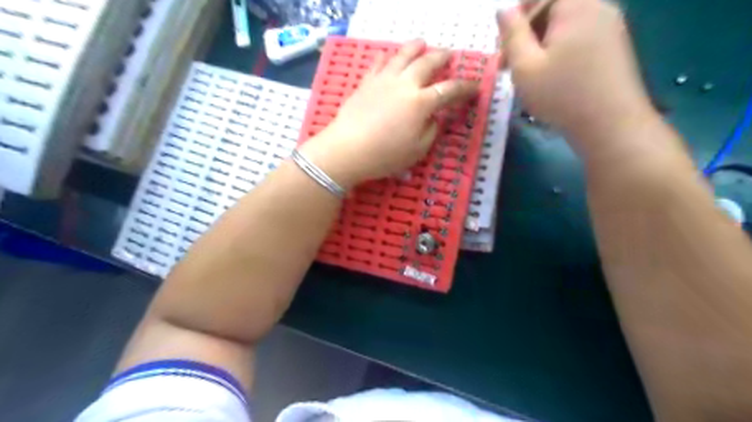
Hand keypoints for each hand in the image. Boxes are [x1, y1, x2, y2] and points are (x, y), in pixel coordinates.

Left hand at [299, 40, 474, 189]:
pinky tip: (389, 55)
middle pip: (427, 63)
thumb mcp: (417, 150)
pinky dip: (387, 57)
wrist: (347, 150)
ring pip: (402, 56)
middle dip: (441, 57)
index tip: (474, 87)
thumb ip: (431, 131)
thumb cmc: (385, 155)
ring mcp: (383, 80)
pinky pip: (379, 63)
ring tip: (422, 43)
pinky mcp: (366, 83)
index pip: (449, 90)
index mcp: (421, 103)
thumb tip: (433, 117)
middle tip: (449, 55)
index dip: (465, 87)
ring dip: (415, 47)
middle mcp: (405, 85)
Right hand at [501, 0, 655, 153]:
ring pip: (566, 24)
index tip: (504, 43)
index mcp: (576, 4)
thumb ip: (511, 34)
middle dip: (528, 31)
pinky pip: (580, 37)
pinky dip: (560, 50)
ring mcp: (611, 26)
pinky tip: (551, 77)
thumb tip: (503, 9)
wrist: (611, 124)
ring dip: (542, 44)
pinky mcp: (615, 46)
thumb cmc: (561, 95)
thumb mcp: (524, 66)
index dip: (519, 14)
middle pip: (554, 7)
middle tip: (509, 63)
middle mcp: (598, 6)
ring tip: (529, 74)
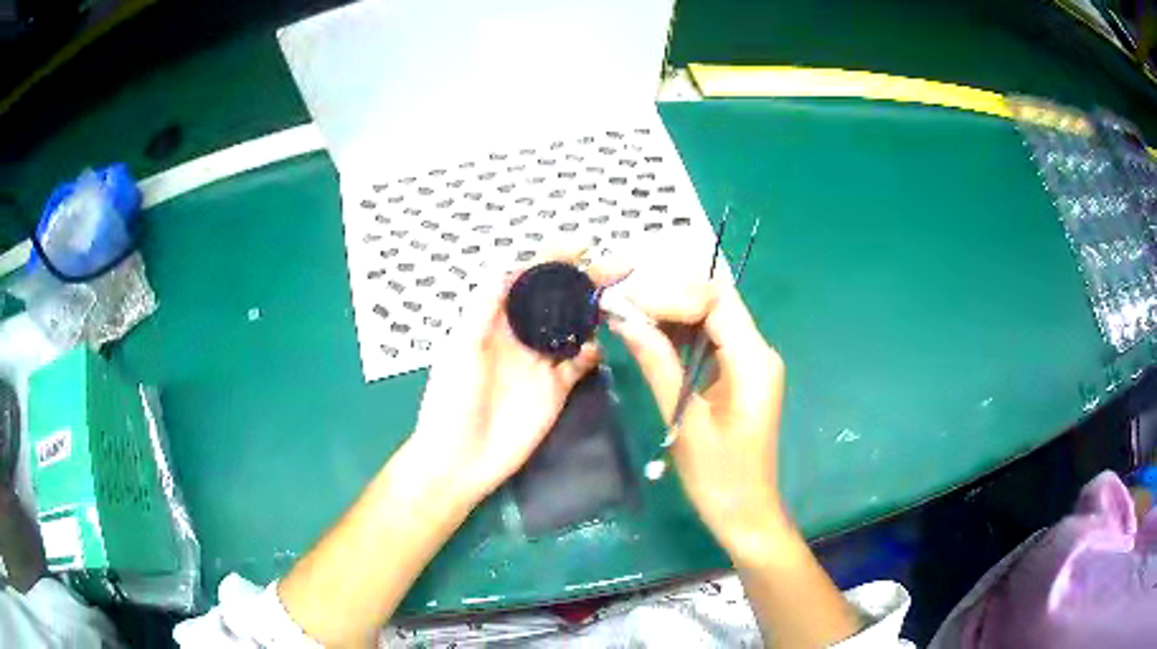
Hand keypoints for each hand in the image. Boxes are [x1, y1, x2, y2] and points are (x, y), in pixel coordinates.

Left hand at [411, 247, 614, 504]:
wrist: (460, 459)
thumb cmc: (451, 401)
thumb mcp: (459, 348)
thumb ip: (483, 308)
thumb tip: (506, 265)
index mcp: (496, 320)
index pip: (528, 281)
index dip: (553, 260)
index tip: (581, 245)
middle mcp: (521, 336)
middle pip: (559, 300)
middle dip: (587, 279)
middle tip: (621, 264)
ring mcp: (541, 363)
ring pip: (574, 328)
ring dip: (595, 311)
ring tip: (620, 297)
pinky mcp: (556, 389)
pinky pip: (580, 364)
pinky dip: (592, 352)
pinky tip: (598, 347)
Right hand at [609, 277, 789, 560]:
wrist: (746, 513)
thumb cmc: (719, 477)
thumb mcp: (685, 421)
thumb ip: (659, 365)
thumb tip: (625, 320)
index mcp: (754, 361)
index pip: (715, 301)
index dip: (671, 295)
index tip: (629, 305)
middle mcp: (759, 351)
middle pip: (716, 301)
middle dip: (669, 297)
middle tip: (623, 304)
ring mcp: (752, 360)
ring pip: (712, 316)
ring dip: (672, 312)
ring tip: (629, 314)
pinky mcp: (741, 373)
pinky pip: (711, 338)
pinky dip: (681, 332)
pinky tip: (651, 334)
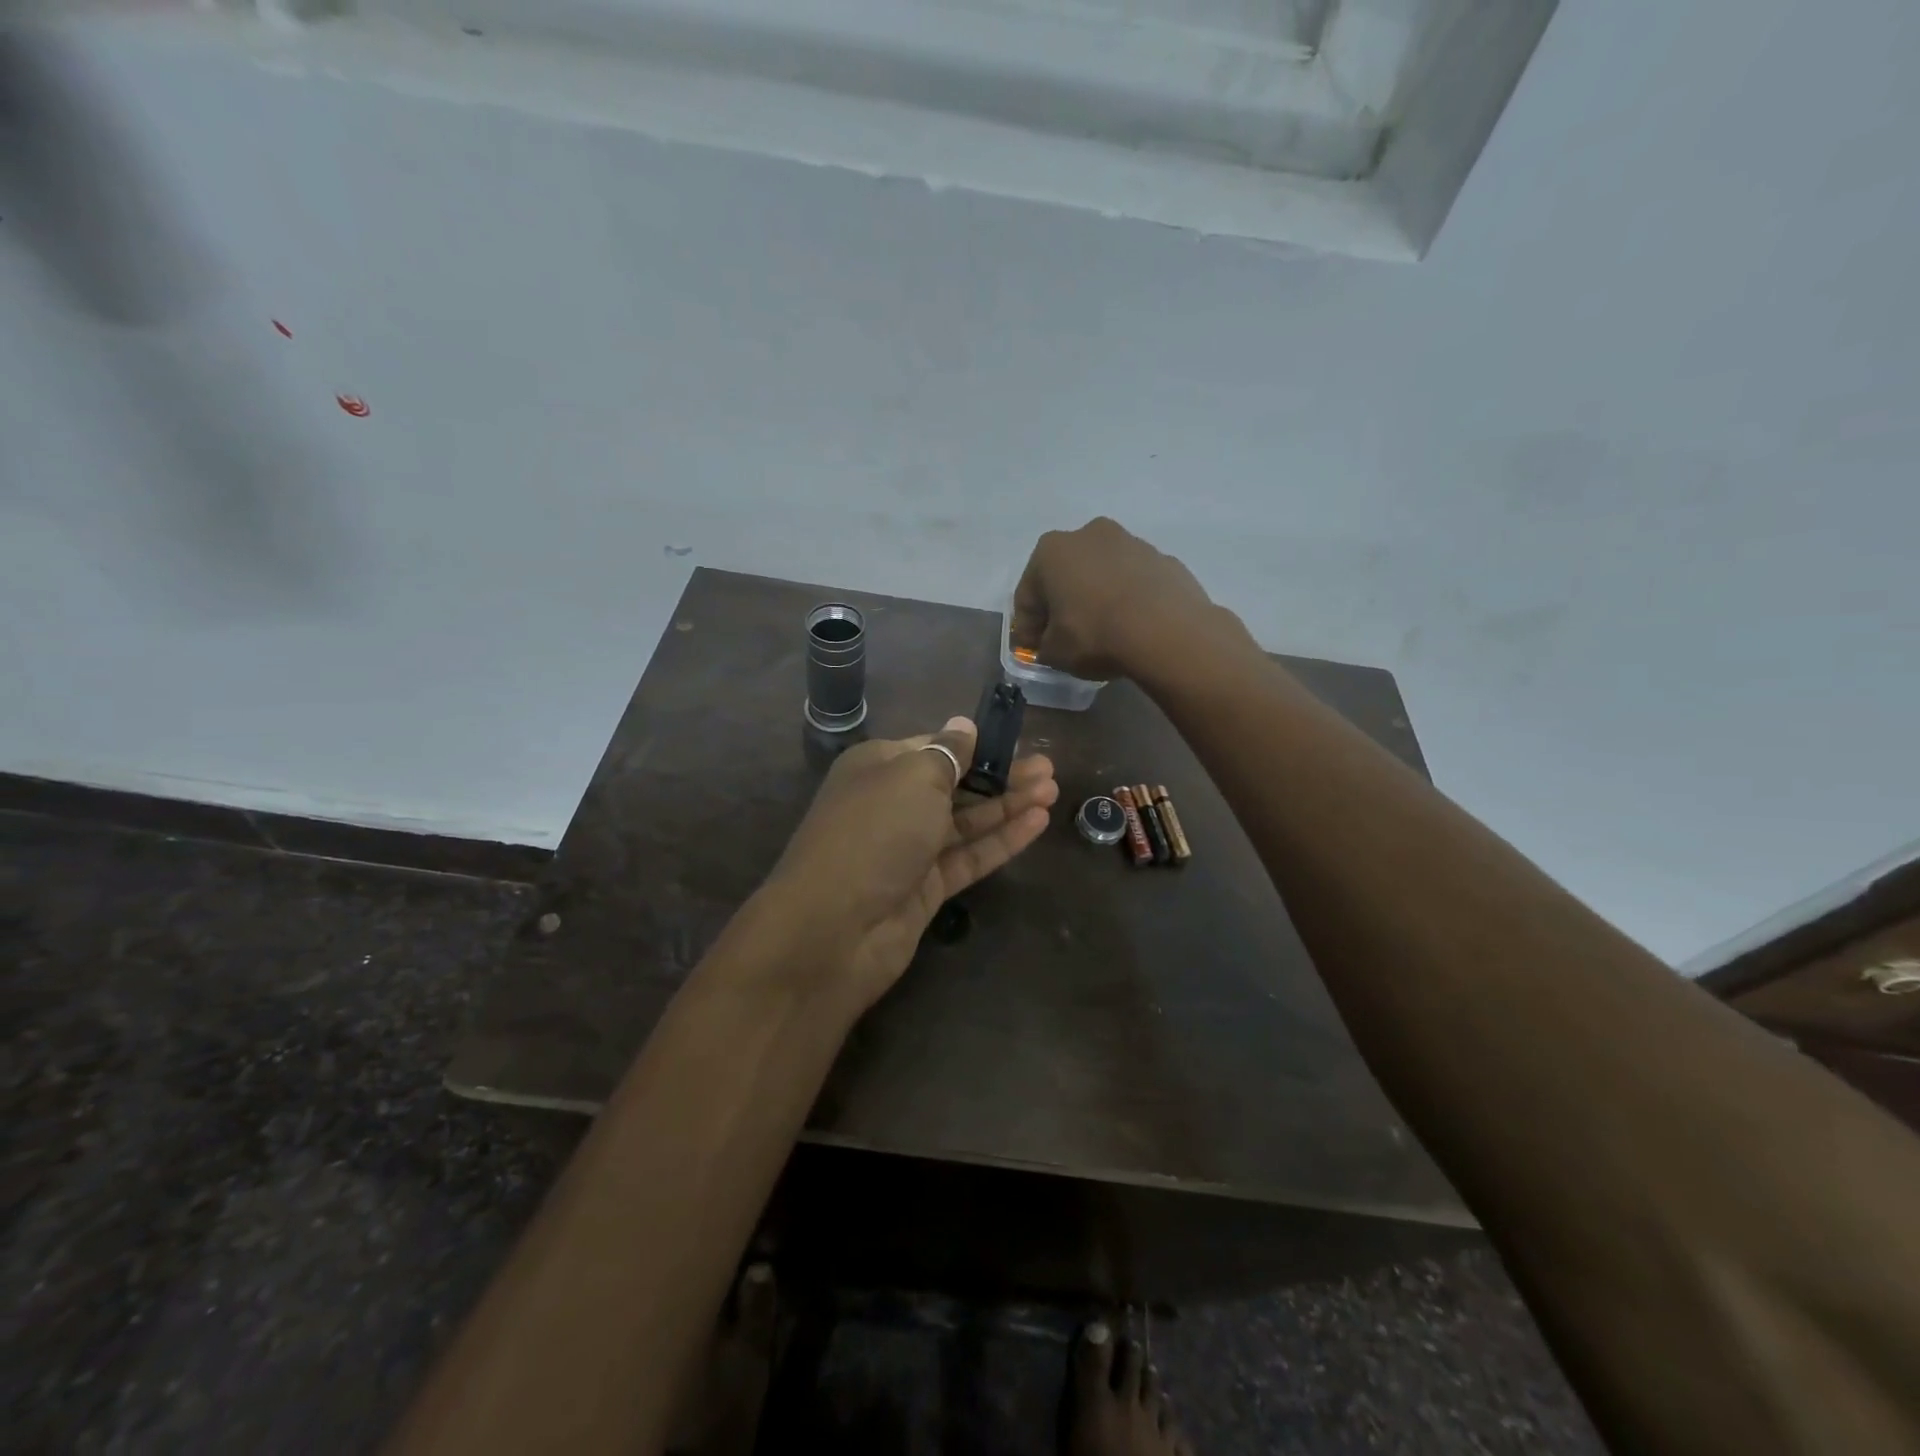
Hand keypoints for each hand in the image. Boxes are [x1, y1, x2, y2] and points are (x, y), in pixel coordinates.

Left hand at [760, 717, 1056, 1010]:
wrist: (834, 928)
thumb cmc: (875, 832)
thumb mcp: (913, 777)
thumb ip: (947, 753)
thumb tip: (963, 725)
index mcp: (879, 766)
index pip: (933, 747)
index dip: (974, 745)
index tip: (1015, 741)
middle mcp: (893, 803)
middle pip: (955, 784)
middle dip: (1000, 775)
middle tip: (1048, 768)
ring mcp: (910, 848)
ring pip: (967, 821)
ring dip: (1008, 805)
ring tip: (1053, 790)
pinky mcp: (926, 887)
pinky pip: (970, 855)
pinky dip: (1002, 839)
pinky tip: (1037, 822)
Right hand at [1010, 517, 1226, 680]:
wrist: (1167, 632)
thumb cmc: (1095, 635)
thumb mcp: (1054, 653)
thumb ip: (1044, 646)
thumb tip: (1050, 644)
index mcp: (1050, 551)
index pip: (1027, 595)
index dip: (1028, 627)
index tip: (1034, 650)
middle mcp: (1088, 534)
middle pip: (1065, 575)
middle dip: (1062, 604)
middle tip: (1066, 638)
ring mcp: (1131, 542)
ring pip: (1102, 574)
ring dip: (1097, 597)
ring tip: (1104, 632)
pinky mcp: (1163, 558)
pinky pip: (1134, 582)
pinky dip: (1129, 599)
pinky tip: (1133, 627)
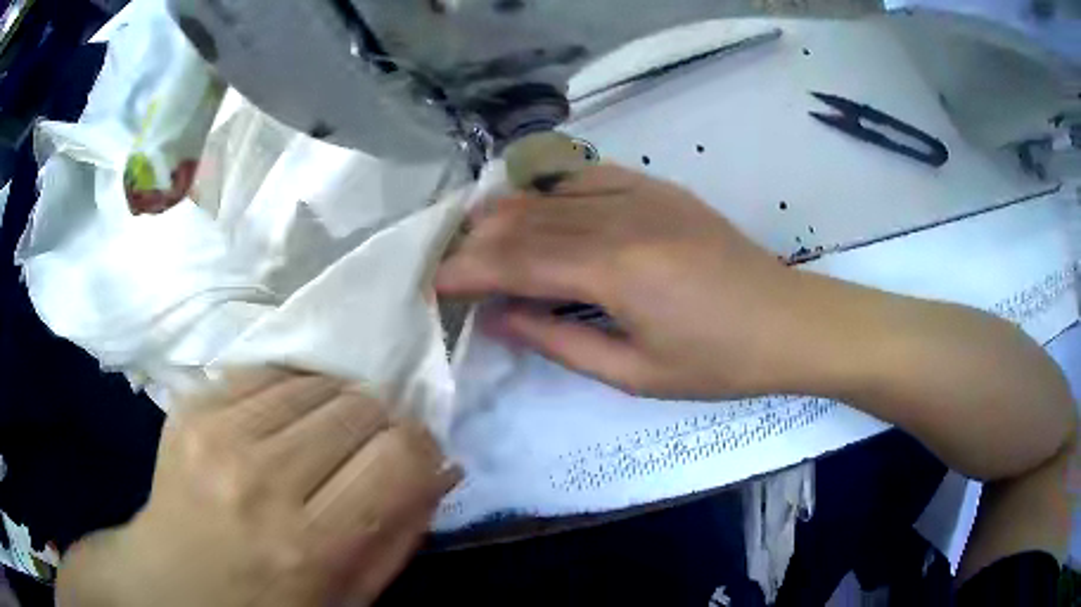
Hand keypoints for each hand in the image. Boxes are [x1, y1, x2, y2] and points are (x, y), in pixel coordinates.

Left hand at [58, 369, 459, 606]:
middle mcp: (263, 480)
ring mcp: (218, 433)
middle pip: (358, 407)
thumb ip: (401, 534)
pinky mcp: (192, 405)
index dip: (420, 447)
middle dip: (377, 424)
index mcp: (310, 544)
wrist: (172, 583)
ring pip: (314, 380)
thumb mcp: (350, 598)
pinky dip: (290, 389)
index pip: (399, 456)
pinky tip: (283, 418)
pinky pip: (266, 368)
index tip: (413, 456)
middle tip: (363, 449)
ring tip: (320, 434)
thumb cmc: (268, 605)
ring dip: (333, 404)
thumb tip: (441, 466)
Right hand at [437, 165, 805, 398]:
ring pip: (549, 192)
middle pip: (523, 219)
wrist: (788, 322)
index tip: (431, 282)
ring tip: (474, 234)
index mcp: (614, 270)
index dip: (465, 269)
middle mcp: (619, 218)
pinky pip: (587, 175)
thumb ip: (558, 340)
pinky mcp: (657, 188)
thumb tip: (498, 317)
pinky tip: (532, 200)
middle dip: (474, 241)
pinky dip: (549, 186)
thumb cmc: (718, 362)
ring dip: (503, 211)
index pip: (514, 260)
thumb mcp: (635, 372)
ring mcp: (640, 195)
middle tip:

━━━

▶ Required action
What is the count of lines in the data above containing the string "wrist"? Write the number and nothing else.

▶ Your solution
8